Solman sees complexity as democracy’s cost. Social Security isn’t broken, he argues, just evolving. Like tax law or healthcare, it adjusts through compromise. Reforms such as raising the payroll tax slightly, increasing the cap on taxable earnings, and linking retirement age to longevity could secure the system for 75 years. He believes Americans will adapt, as they did in 1983 under Alan Greenspan’s commission, which rescued the system before.

Larry’s Fiscal Alarm

Kotlikoff counters with stark math: Social Security faces a $23 trillion infinite-horizon shortfall. For him, political procrastination is intergenerational theft. He envisions a “Purple Social Security Plan”—simpler, universal savings replacing bureaucratic redistribution. His passion is moral as much as fiscal: ignorance and complexity betray democracy itself. Americans must confront the truth before passing crushing debt to their grandchildren.
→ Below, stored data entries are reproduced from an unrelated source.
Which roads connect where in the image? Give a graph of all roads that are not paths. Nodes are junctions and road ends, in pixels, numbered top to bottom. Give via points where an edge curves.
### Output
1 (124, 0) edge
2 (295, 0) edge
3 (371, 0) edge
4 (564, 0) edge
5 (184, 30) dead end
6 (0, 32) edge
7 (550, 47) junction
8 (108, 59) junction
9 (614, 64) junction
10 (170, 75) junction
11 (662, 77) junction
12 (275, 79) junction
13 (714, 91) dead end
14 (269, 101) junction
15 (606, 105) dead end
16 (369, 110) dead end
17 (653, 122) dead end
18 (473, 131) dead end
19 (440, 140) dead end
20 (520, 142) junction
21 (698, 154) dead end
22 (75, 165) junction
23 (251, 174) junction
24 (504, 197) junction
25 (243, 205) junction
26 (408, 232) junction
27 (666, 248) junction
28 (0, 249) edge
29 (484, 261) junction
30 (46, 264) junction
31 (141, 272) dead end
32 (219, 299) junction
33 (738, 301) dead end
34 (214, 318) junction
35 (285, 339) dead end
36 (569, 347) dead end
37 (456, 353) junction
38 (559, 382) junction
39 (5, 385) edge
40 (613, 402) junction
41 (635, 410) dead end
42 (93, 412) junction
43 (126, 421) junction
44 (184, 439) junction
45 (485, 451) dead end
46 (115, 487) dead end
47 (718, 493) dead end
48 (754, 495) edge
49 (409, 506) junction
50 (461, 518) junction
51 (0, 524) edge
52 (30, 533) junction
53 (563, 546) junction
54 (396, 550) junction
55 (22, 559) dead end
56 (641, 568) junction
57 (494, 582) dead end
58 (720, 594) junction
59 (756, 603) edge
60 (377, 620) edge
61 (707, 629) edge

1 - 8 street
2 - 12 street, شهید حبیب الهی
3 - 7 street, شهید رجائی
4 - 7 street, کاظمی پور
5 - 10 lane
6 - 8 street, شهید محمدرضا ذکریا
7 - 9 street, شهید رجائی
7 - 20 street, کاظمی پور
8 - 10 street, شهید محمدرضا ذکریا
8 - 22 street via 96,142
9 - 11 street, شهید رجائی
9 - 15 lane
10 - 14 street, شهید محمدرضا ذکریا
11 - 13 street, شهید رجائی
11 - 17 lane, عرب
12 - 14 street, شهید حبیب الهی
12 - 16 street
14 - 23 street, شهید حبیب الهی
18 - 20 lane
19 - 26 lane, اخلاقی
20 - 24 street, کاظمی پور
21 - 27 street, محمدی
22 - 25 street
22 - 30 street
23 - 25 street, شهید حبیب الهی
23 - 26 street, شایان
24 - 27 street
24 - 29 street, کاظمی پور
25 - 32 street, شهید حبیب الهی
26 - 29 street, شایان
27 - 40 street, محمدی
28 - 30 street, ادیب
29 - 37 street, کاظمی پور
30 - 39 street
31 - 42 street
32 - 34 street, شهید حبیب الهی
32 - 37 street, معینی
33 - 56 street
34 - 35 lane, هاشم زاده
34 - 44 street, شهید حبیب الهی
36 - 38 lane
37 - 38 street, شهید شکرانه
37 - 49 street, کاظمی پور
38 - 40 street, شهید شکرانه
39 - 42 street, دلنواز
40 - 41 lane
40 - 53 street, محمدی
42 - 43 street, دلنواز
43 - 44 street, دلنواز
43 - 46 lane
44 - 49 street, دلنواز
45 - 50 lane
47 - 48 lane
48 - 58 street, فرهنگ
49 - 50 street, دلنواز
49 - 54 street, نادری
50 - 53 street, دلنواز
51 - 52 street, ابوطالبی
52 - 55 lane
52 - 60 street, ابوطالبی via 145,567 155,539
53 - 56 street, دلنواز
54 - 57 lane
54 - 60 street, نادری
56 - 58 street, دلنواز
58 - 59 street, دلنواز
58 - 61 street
Phil’s Realistic Middle Path

Moeller closes with a grounded view: reform won’t upend tradition. Social Security remains efficient, progressive, and vital. But its sustainability depends on balancing compassion with realism—raising payroll taxes modestly, extending retirement ages, and fixing private 401(k) failures. The program’s future isn’t just arithmetic; it’s empathy for the aging and fairness for younger workers.

This triad—Paul’s faith, Larry’s urgency, Phil’s pragmatism—captures the soul of Get What’s Yours: a battle between hope and accountability. Whether you seek personal benefits or public reform, the message is the same—learn the rules, demand transparency, and guard the promise for generations to come.